CEBU CITY, CEBU- A visit to Cebu will not be complete without tasting the popular sutukil, a favorite dish of both Cebuanos and tourists.

Sutukil is a combination of sugba which means grilled, tuwa which means simmered or stewed and kilaw, which means raw. The lapu-lapu is often used as the primary ingredient for sutukil.

The sinugba’s great taste can be attributed to the freshness of the fish. The tinuwa is best when simmered with onions, tomatoes and the fragrant tanglad, while kinilaw is best prepared with diced onions, strips of ginger, tomatoes and vinegar.

Filipino overseas often write about their cravings of the sinugba citing its unique taste.

Those who are not big fans of the tinuwa find a combination of sinugba and kinilaw a good alternative. In his blog, Panlasang Pinoy wrote that the combination of the sinugba and the kinilaw called sinuglaw is equally satisfying even without the tinuwa.

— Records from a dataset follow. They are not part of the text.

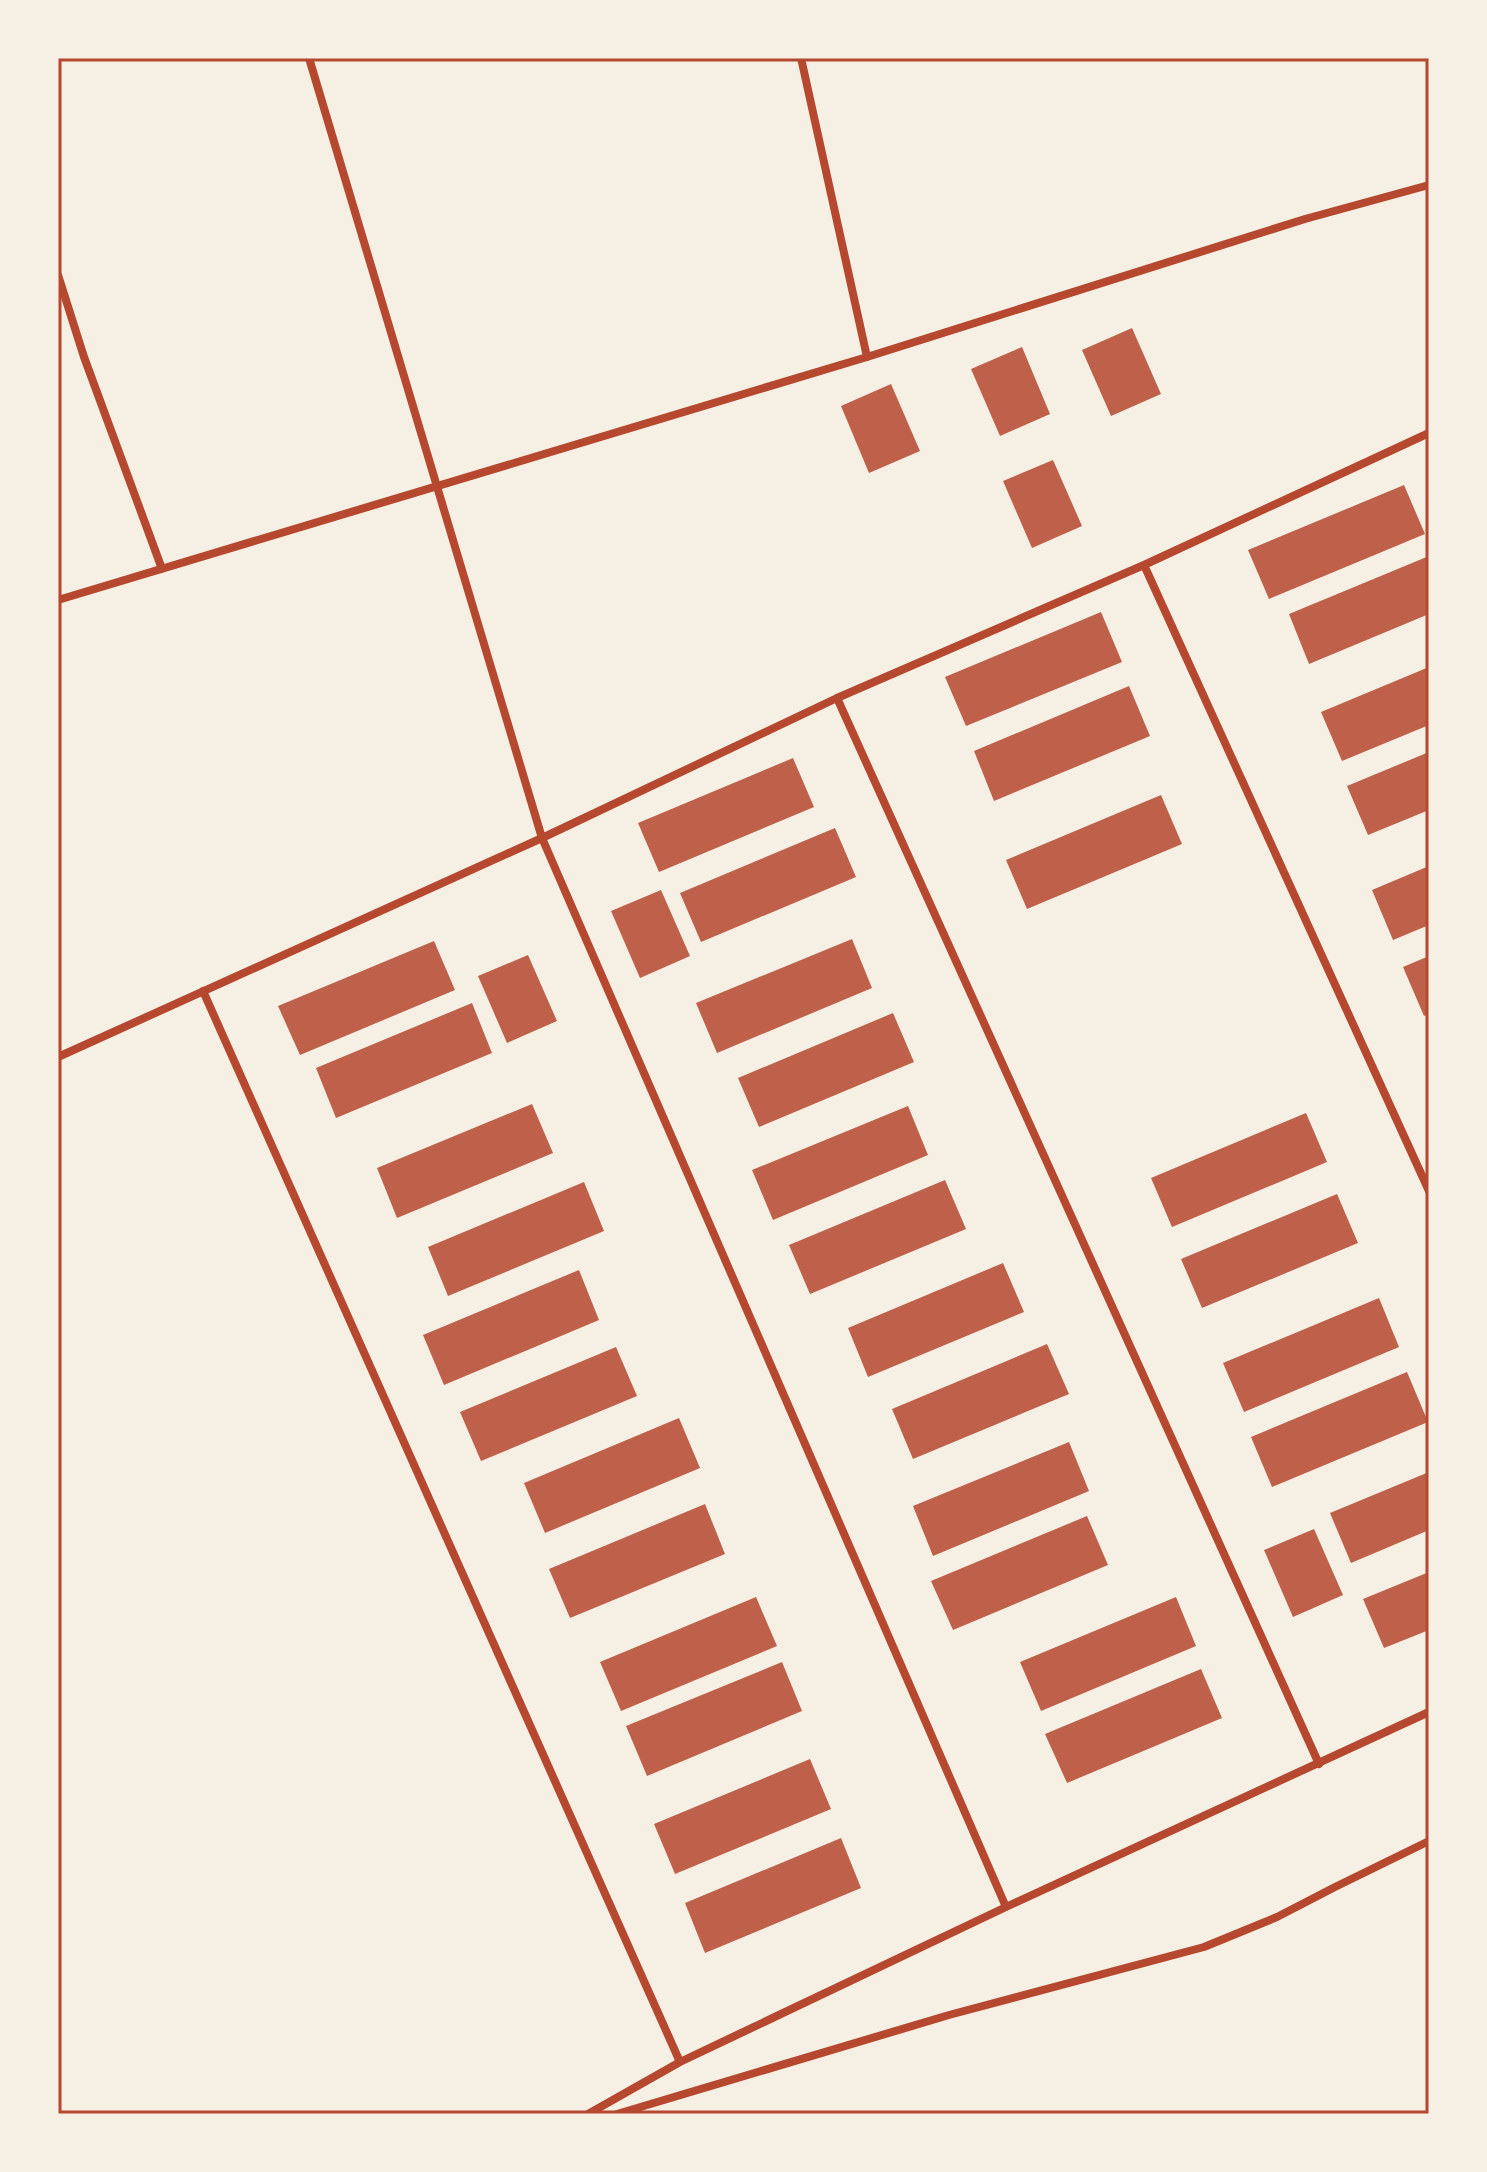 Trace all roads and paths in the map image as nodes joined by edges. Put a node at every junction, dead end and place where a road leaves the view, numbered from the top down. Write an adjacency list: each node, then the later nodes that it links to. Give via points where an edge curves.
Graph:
1 (309, 58): 7 (street)
2 (801, 58): 5 (street)
3 (1429, 185): 5 (street)
4 (58, 275): 9 (street)
5 (867, 357): 7 (street)
6 (1429, 433): 8 (street)
7 (436, 487): 9 (street); 12 (street)
8 (1144, 565): 11 (street); 15 (street)
9 (162, 569): 10 (street)
10 (58, 600)
11 (837, 698): 12 (street); 17 (street)
12 (542, 838): 13 (street); 19 (street)
13 (203, 991): 14 (street); 20 (street)
14 (58, 1057)
15 (1429, 1191)
16 (1429, 1712): 17 (street)
17 (1319, 1764): 19 (street)
18 (1429, 1841): 22 (street, via 1204,1947 949,2015)
19 (1006, 1907): 20 (street)
20 (680, 2062): 21 (street)
21 (588, 2114)
22 (617, 2114) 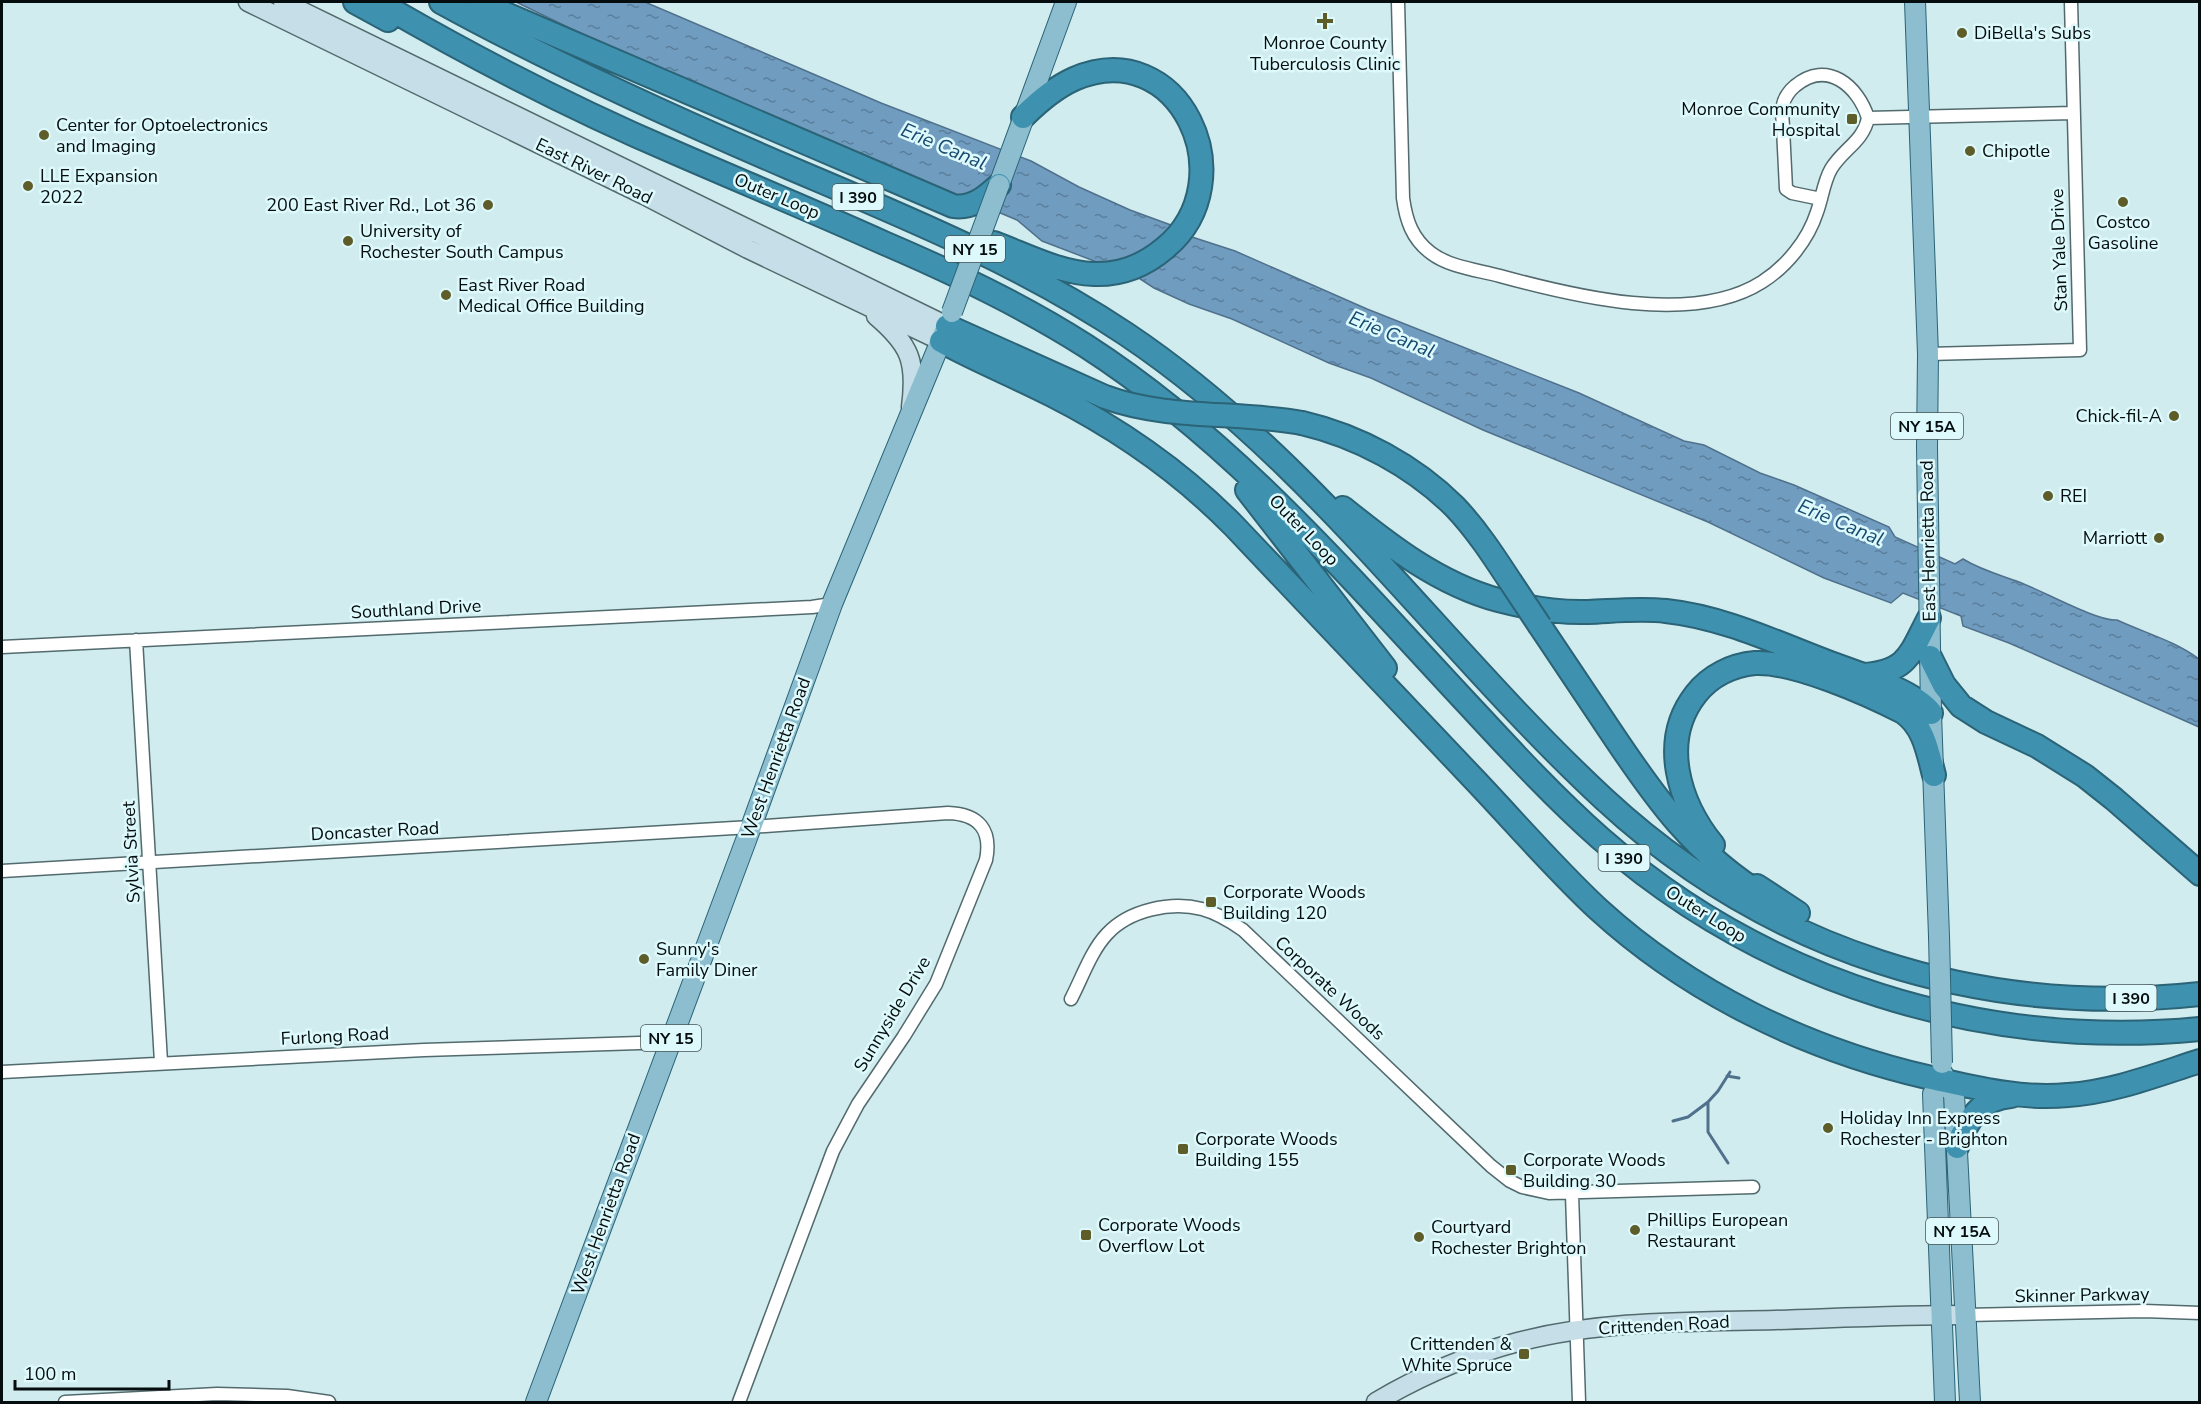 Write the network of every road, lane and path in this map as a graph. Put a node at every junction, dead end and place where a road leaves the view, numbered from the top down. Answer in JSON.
{"nodes":[{"id":1,"x":248,"y":2,"type":"edge"},
{"id":2,"x":284,"y":2,"type":"edge"},
{"id":3,"x":355,"y":2,"type":"edge"},
{"id":4,"x":378,"y":2,"type":"edge"},
{"id":5,"x":441,"y":2,"type":"edge"},
{"id":6,"x":478,"y":2,"type":"edge"},
{"id":7,"x":1066,"y":2,"type":"edge"},
{"id":8,"x":1398,"y":2,"type":"edge"},
{"id":9,"x":1915,"y":2,"type":"edge"},
{"id":10,"x":2071,"y":2,"type":"edge"},
{"id":11,"x":569,"y":104,"type":"junction"},
{"id":12,"x":2073,"y":113,"type":"junction"},
{"id":13,"x":1023,"y":117,"type":"junction"},
{"id":14,"x":1921,"y":117,"type":"junction"},
{"id":15,"x":1868,"y":118,"type":"junction"},
{"id":16,"x":812,"y":177,"type":"junction"},
{"id":17,"x":999,"y":184,"type":"junction"},
{"id":18,"x":1821,"y":199,"type":"junction"},
{"id":19,"x":847,"y":296,"type":"junction"},
{"id":20,"x":946,"y":326,"type":"junction"},
{"id":21,"x":1928,"y":354,"type":"junction"},
{"id":22,"x":909,"y":415,"type":"junction"},
{"id":23,"x":1191,"y":422,"type":"junction"},
{"id":24,"x":1251,"y":433,"type":"junction"},
{"id":25,"x":832,"y":604,"type":"junction"},
{"id":26,"x":1929,"y":618,"type":"joint"},
{"id":27,"x":136,"y":640,"type":"junction"},
{"id":28,"x":2,"y":646,"type":"edge"},
{"id":29,"x":1921,"y":654,"type":"junction"},
{"id":30,"x":1863,"y":675,"type":"junction"},
{"id":31,"x":1931,"y":713,"type":"junction"},
{"id":32,"x":1934,"y":775,"type":"junction"},
{"id":33,"x":1471,"y":776,"type":"junction"},
{"id":34,"x":751,"y":827,"type":"junction"},
{"id":35,"x":149,"y":862,"type":"junction"},
{"id":36,"x":2,"y":871,"type":"edge"},
{"id":37,"x":2199,"y":874,"type":"edge"},
{"id":38,"x":1798,"y":913,"type":"junction"},
{"id":39,"x":2199,"y":994,"type":"edge"},
{"id":40,"x":2062,"y":997,"type":"junction"},
{"id":41,"x":1071,"y":999,"type":"dead end"},
{"id":42,"x":2199,"y":1029,"type":"edge"},
{"id":43,"x":670,"y":1042,"type":"junction"},
{"id":44,"x":2199,"y":1061,"type":"edge"},
{"id":45,"x":162,"y":1062,"type":"junction"},
{"id":46,"x":1943,"y":1071,"type":"junction"},
{"id":47,"x":2,"y":1072,"type":"edge"},
{"id":48,"x":2035,"y":1096,"type":"junction"},
{"id":49,"x":1957,"y":1147,"type":"junction"},
{"id":50,"x":1753,"y":1187,"type":"dead end"},
{"id":51,"x":1572,"y":1194,"type":"junction"},
{"id":52,"x":2199,"y":1313,"type":"edge"},
{"id":53,"x":1941,"y":1315,"type":"junction"},
{"id":54,"x":1966,"y":1315,"type":"junction"},
{"id":55,"x":1576,"y":1330,"type":"junction"},
{"id":56,"x":65,"y":1402,"type":"edge"},
{"id":57,"x":328,"y":1402,"type":"edge"},
{"id":58,"x":536,"y":1402,"type":"edge"},
{"id":59,"x":739,"y":1402,"type":"edge"},
{"id":60,"x":1376,"y":1402,"type":"edge"},
{"id":61,"x":1579,"y":1402,"type":"edge"},
{"id":62,"x":1945,"y":1402,"type":"edge"},
{"id":63,"x":1970,"y":1402,"type":"edge"}],
"edges":[{"from":1,"to":19,"type":"street","name":"East River Road"},
{"from":2,"to":20,"type":"street","name":"East River Road"},
{"from":3,"to":11,"type":"highway"},
{"from":4,"to":11,"type":"highway","name":"Outer Loop","number":"I 390"},
{"from":5,"to":16,"type":"highway","name":"Outer Loop","number":"I 390"},
{"from":6,"to":17,"type":"highway"},
{"from":7,"to":13,"type":"main road","number":"NY 15"},
{"from":8,"to":18,"type":"street"},
{"from":9,"to":14,"type":"main road","name":"East Henrietta Road","number":"NY 15A"},
{"from":10,"to":12,"type":"street","name":"Stan Yale Drive"},
{"from":11,"to":23,"type":"highway","name":"Outer Loop","number":"I 390"},
{"from":12,"to":14,"type":"street"},
{"from":12,"to":21,"type":"street","name":"Stan Yale Drive"},
{"from":13,"to":16,"type":"highway"},
{"from":13,"to":17,"type":"main road","name":"West Henrietta Road","number":"NY 15"},
{"from":14,"to":15,"type":"street"},
{"from":14,"to":21,"type":"main road","name":"East Henrietta Road","number":"NY 15A"},
{"from":15,"to":18,"type":"street"},
{"from":15,"to":18,"type":"street"},
{"from":16,"to":24,"type":"highway","name":"Outer Loop","number":"I 390"},
{"from":17,"to":20,"type":"main road","name":"West Henrietta Road","number":"NY 15","bridge":true},
{"from":19,"to":20,"type":"street","name":"East River Road"},
{"from":19,"to":22,"type":"street"},
{"from":20,"to":22,"type":"main road","name":"West Henrietta Road","number":"NY 15"},
{"from":20,"to":33,"type":"highway"},
{"from":20,"to":38,"type":"highway","bridge":true},
{"from":21,"to":26,"type":"main road","name":"East Henrietta Road","number":"NY 15A"},
{"from":22,"to":25,"type":"main road","name":"West Henrietta Road","number":"NY 15"},
{"from":23,"to":33,"type":"highway"},
{"from":23,"to":42,"type":"highway","name":"Outer Loop","number":"I 390"},
{"from":24,"to":30,"type":"highway"},
{"from":24,"to":40,"type":"highway","name":"Outer Loop","number":"I 390"},
{"from":25,"to":27,"type":"street","name":"Southland Drive"},
{"from":25,"to":34,"type":"main road","name":"West Henrietta Road","number":"NY 15"},
{"from":26,"to":29,"type":"highway"},
{"from":27,"to":28,"type":"street","name":"Southland Drive"},
{"from":27,"to":35,"type":"street","name":"Sylvia Street"},
{"from":29,"to":30,"type":"highway"},
{"from":29,"to":31,"type":"main road","number":"NY 15A"},
{"from":29,"to":37,"type":"highway"},
{"from":30,"to":31,"type":"highway"},
{"from":31,"to":32,"type":"main road","number":"NY 15A"},
{"from":32,"to":38,"type":"highway"},
{"from":32,"to":46,"type":"main road","number":"NY 15A","bridge":true},
{"from":33,"to":46,"type":"highway"},
{"from":34,"to":35,"type":"street","name":"Doncaster Road"},
{"from":34,"to":43,"type":"main road","name":"West Henrietta Road","number":"NY 15"},
{"from":34,"to":59,"type":"street","name":"Sunnyside Drive"},
{"from":35,"to":36,"type":"street","name":"Doncaster Road"},
{"from":35,"to":45,"type":"street","name":"Sylvia Street"},
{"from":38,"to":40,"type":"highway"},
{"from":39,"to":40,"type":"highway","name":"Outer Loop","number":"I 390"},
{"from":41,"to":51,"type":"street","name":"Corporate Woods"},
{"from":43,"to":45,"type":"street","name":"Furlong Road"},
{"from":43,"to":58,"type":"main road","name":"West Henrietta Road","number":"NY 15"},
{"from":44,"to":48,"type":"highway"},
{"from":45,"to":47,"type":"street","name":"Furlong Road"},
{"from":46,"to":48,"type":"highway"},
{"from":46,"to":49,"type":"main road"},
{"from":46,"to":53,"type":"main road","number":"NY 15A"},
{"from":48,"to":49,"type":"highway"},
{"from":49,"to":54,"type":"main road","number":"NY 15A"},
{"from":50,"to":51,"type":"street","name":"Corporate Woods"},
{"from":51,"to":55,"type":"street"},
{"from":52,"to":54,"type":"street","name":"Skinner Parkway"},
{"from":53,"to":54,"type":"street","name":"Crittenden Road"},
{"from":53,"to":55,"type":"street","name":"Crittenden Road"},
{"from":53,"to":62,"type":"main road","number":"NY 15A"},
{"from":54,"to":63,"type":"main road","number":"NY 15A"},
{"from":55,"to":60,"type":"street","name":"Crittenden Road"},
{"from":55,"to":61,"type":"street"},
{"from":56,"to":57,"type":"street"}]}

The tinuwa, however, remains hard to resist for blogger rapsa especially if the panga ng tuna is used. The meaty quality of the tuna makes the soup richer and tastier.

Kinilaw, meanwhile, is fairly common in the Philippines.  Robyn Eckhardt, in his blog Eating Asia, wrote: “The balance of sour, spicy, and fruity (from the kalamansi) in this dish – not to mention the sparkling freshness of the fish…I could have eaten the whole bowlful, had I been left alone in the room with it.”

The sutukil is not only famous as a food fare but also as an appetizer or pulutan. The many restaurants serving the dish only affirm that sutukil will always be a unique Filipino favorite.